Elvis

January 7, 2008

I was never thrilled about the idea of a big wedding. 

First of all, I had this fantastical dream that I could perhaps marry someone without ever letting them meet my family.  Whenever I imagined a wedding, it seemed like a problem.

Second, I’m a fan of the kind of weddings they do in the little town I grew up in: cheap ones with lots of screaming children.  I think it’s a way to prepare for actual marriage. 

I watch the wedding shows on television just to hoot and holler about the idea of spending so much money in a single day.  I would be too nauseous to enjoy myself.  However, I will add that I tremendously enjoy going to other people’s huge parties.

Third, once my father was dead there was no point.  I could not have the perfect dream girl wedding and that was that.  There would be no walking down the aisle, no father/daughter dance.  And my philosophy throughout life has been if you can’t have perfection, then fuck it.

So when I met the man of my dreams there was no question that it was going to be something different.

I met him at the bowling alley, first of all.  I saw the shape of his back, his long legs and broad shoulders, and that was it for me.  The fact that he had three balls was not a problem.

I danced, sang karaoke, and did an obnoxious mating ritual to gather his attentions.  Fifty-two weeks of bowling on Saturdays, just to see him.  And then he called.  After hanging up I laid down on the floor, screamed “Woohoo,” laughed, yelled “Finally!”

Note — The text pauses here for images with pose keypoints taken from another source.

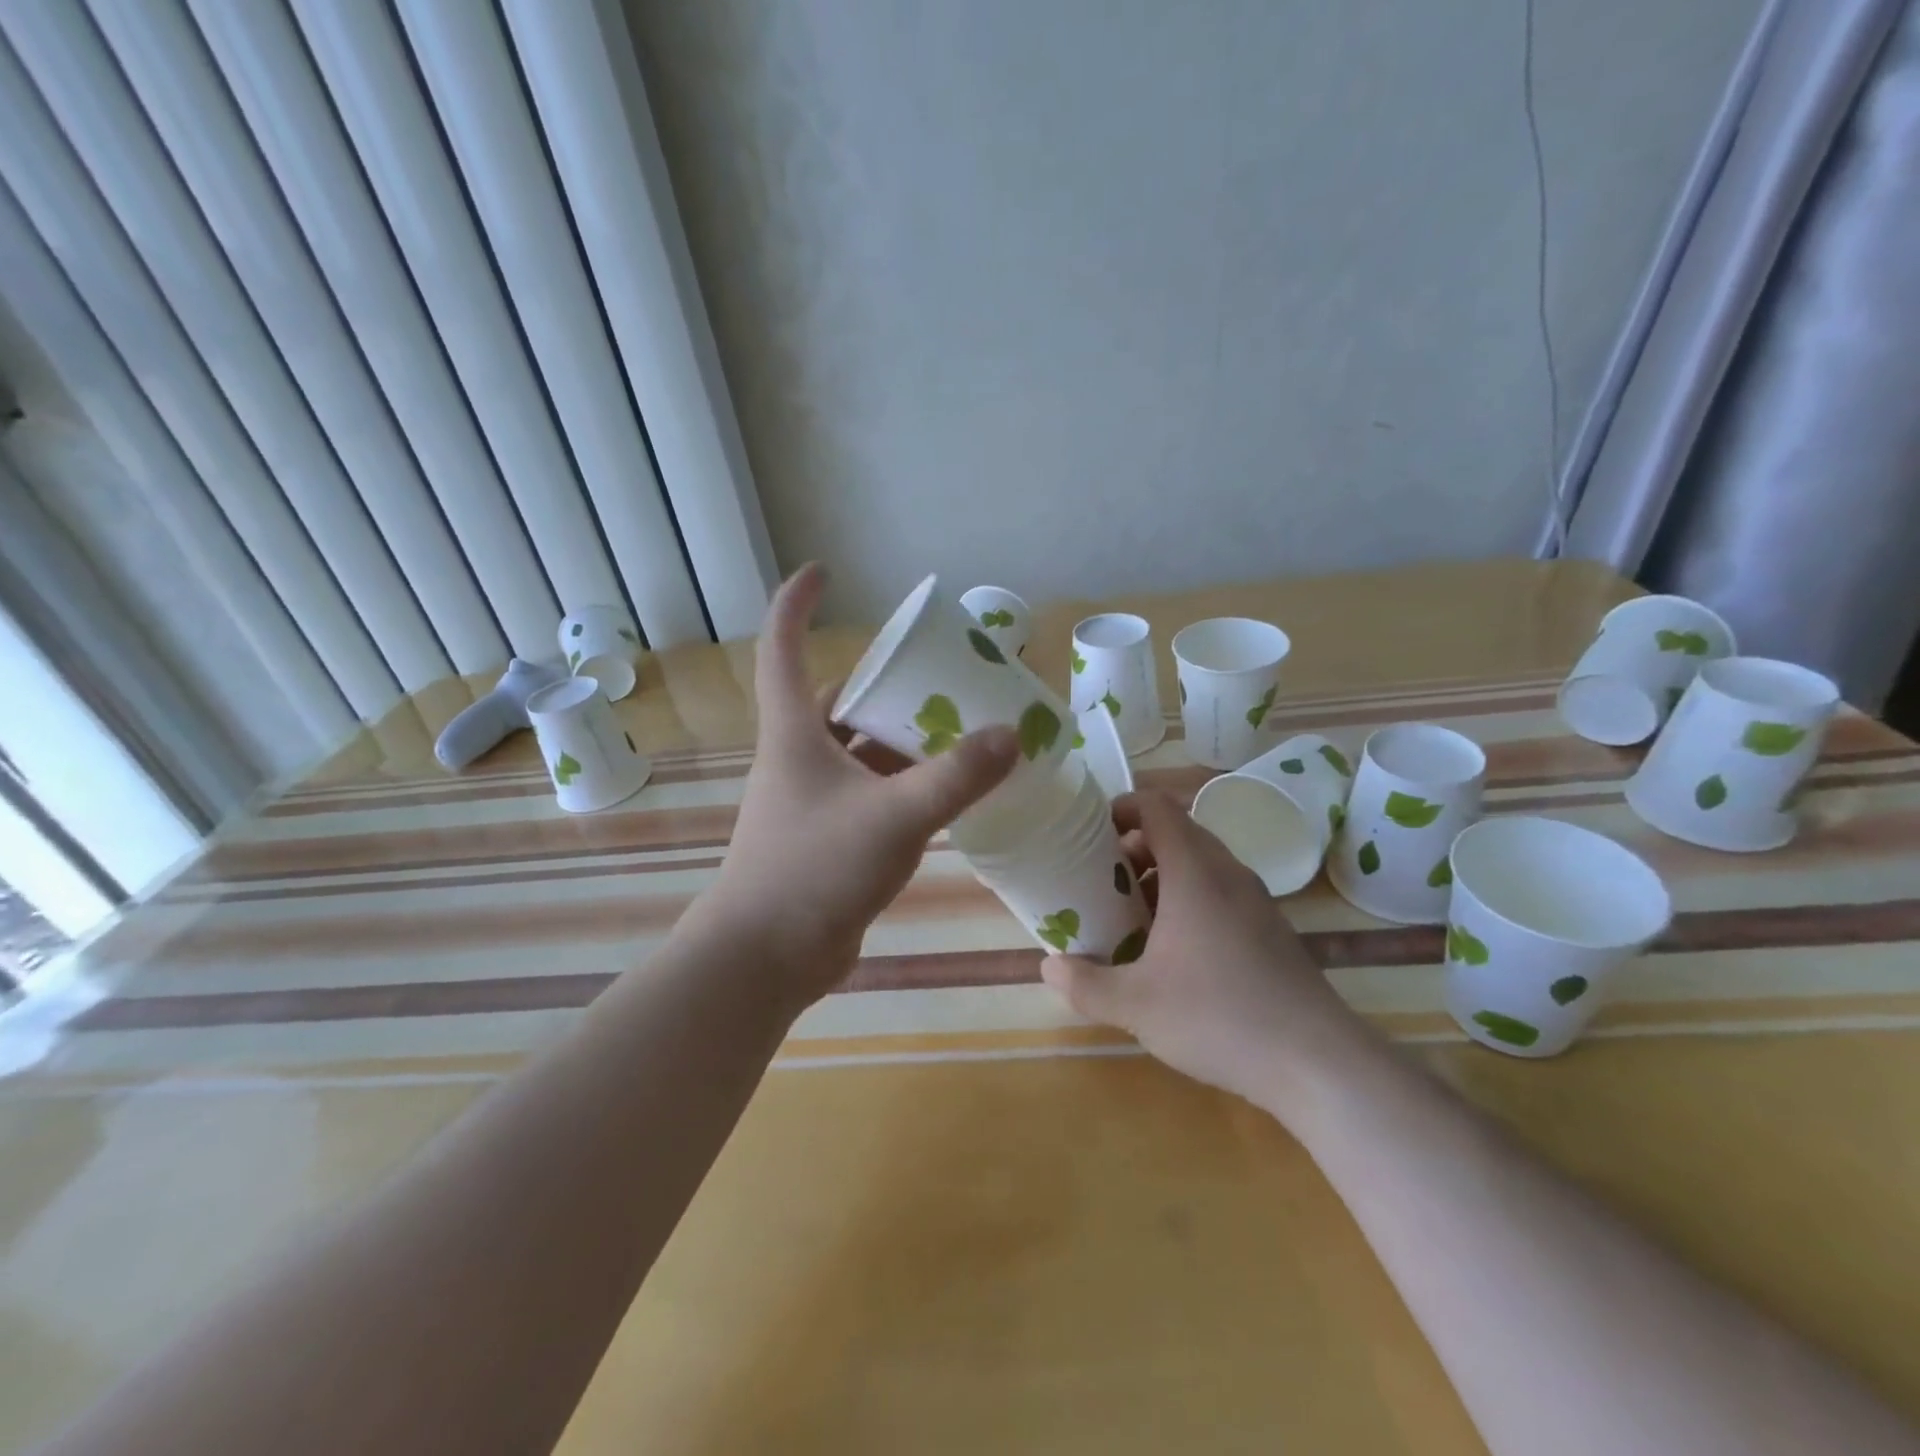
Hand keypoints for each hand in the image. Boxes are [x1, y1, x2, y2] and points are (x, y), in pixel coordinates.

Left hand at [704, 565, 1019, 1009]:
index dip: (797, 602)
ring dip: (900, 739)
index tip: (825, 572)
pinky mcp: (828, 838)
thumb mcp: (895, 817)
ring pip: (859, 751)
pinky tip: (946, 792)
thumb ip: (956, 777)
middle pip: (837, 700)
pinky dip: (903, 784)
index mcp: (794, 732)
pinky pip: (870, 793)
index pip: (783, 646)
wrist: (765, 959)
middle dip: (884, 683)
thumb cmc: (814, 871)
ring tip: (958, 728)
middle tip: (938, 674)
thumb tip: (1013, 735)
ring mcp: (811, 800)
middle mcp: (797, 757)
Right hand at [1041, 791, 1375, 1115]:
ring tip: (1130, 916)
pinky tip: (1173, 951)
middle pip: (1177, 832)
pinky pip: (1220, 892)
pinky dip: (1188, 900)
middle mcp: (1227, 873)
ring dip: (1161, 875)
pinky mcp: (1270, 929)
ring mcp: (1255, 901)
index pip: (1157, 807)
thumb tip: (1048, 966)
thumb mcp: (1135, 1005)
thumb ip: (1084, 984)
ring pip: (1200, 864)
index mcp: (1195, 872)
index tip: (1089, 834)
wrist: (1317, 1062)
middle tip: (1101, 880)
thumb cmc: (1218, 1016)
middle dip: (1133, 847)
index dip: (1121, 807)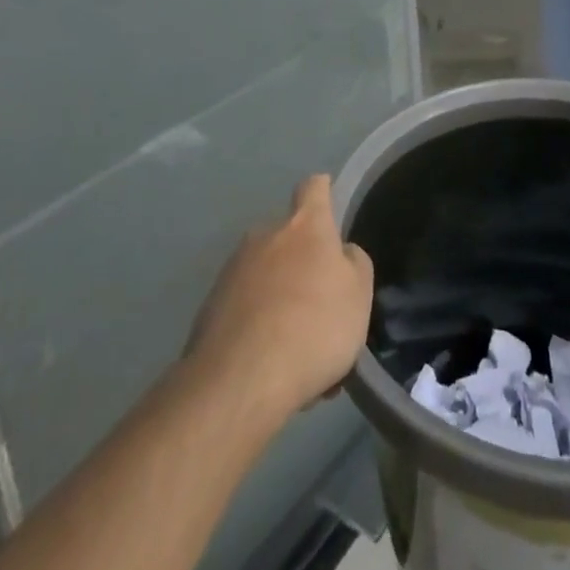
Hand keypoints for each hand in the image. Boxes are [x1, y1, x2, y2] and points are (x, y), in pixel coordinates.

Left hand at [186, 175, 374, 417]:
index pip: (313, 188)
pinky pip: (245, 307)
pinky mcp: (210, 306)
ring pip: (266, 275)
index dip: (323, 191)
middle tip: (320, 302)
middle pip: (288, 237)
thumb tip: (341, 252)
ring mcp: (233, 270)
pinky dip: (259, 324)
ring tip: (298, 345)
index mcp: (304, 226)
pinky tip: (271, 363)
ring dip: (281, 296)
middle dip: (302, 262)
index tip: (328, 196)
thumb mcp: (358, 296)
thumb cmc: (314, 326)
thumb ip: (354, 264)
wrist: (241, 380)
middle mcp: (265, 236)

He moved in the night of our first date.  I know that seems a little irresponsible, a little wacky, but 15 years after the fact it’s a relatively moot issue.  It was clear that we were meant to be. 

Did I mention he was living with someone else at the time?  He went home to tell her and pack his clothes.  He rented an apartment and paid the lease for an entire year without ever sleeping there.

His sons were not entertained.  So we put off getting married until they might be more accepting.  Two years went by, then three.

I called him at work one day and said, “I got overpaid in my check this week for some reason.  I’m buying tickets to Las Vegas and we’re going to get married by Elvis.  Okay?”

He liked the idea.  He’s kind of unbelievable that way.

The limo was less than glamorous, a bit well-worn.  I was ridiculously nervous.  He wore jeans and a blue pull-over, something that could later double as an outfit for mowing the yard. 

Elvis was fantastically cheesy.  He sang to us and wore a white one-piece jumpsuit.  We had the younger version, not the heavier set one.  You can check out the scene at www.gracelandchapel.com.

A year and a half later our daughter was born.  While at the hospital he received a call from his closest friend at work.  “Where are you?” 

“Where do you think I am?”  “I don’t know.” 

“I’m at the hospital having a baby.”  “You mean you’re married?”

Sometimes it’s the quiet ones you have to look out for.

Viva Las Vegas!

4 Responses to “Elvis”

  1. Gia Says:

    We renewed our vows on our 5th anniversary at that chapel in Vegas. I was 8 months pregnant at the time and we pretended that it was a shotgun wedding.

    I had the big huge overpriced wedding too.

    Elvis was better.

  2. pamajama Says:

    Gia, I am so completely entertained by your sense of humor.

  3. Jenn Says:

    Hahaha that is awesome! Those are the type of marriages that last ;)

  4. lululeelee Says:

    I loved this story! My husband always wanted a fun wedding and I was all about the big fancy wedding and party with everyone we knew. Needless to say a few years later I wish I had the money that was spent on that crazy bash LOL.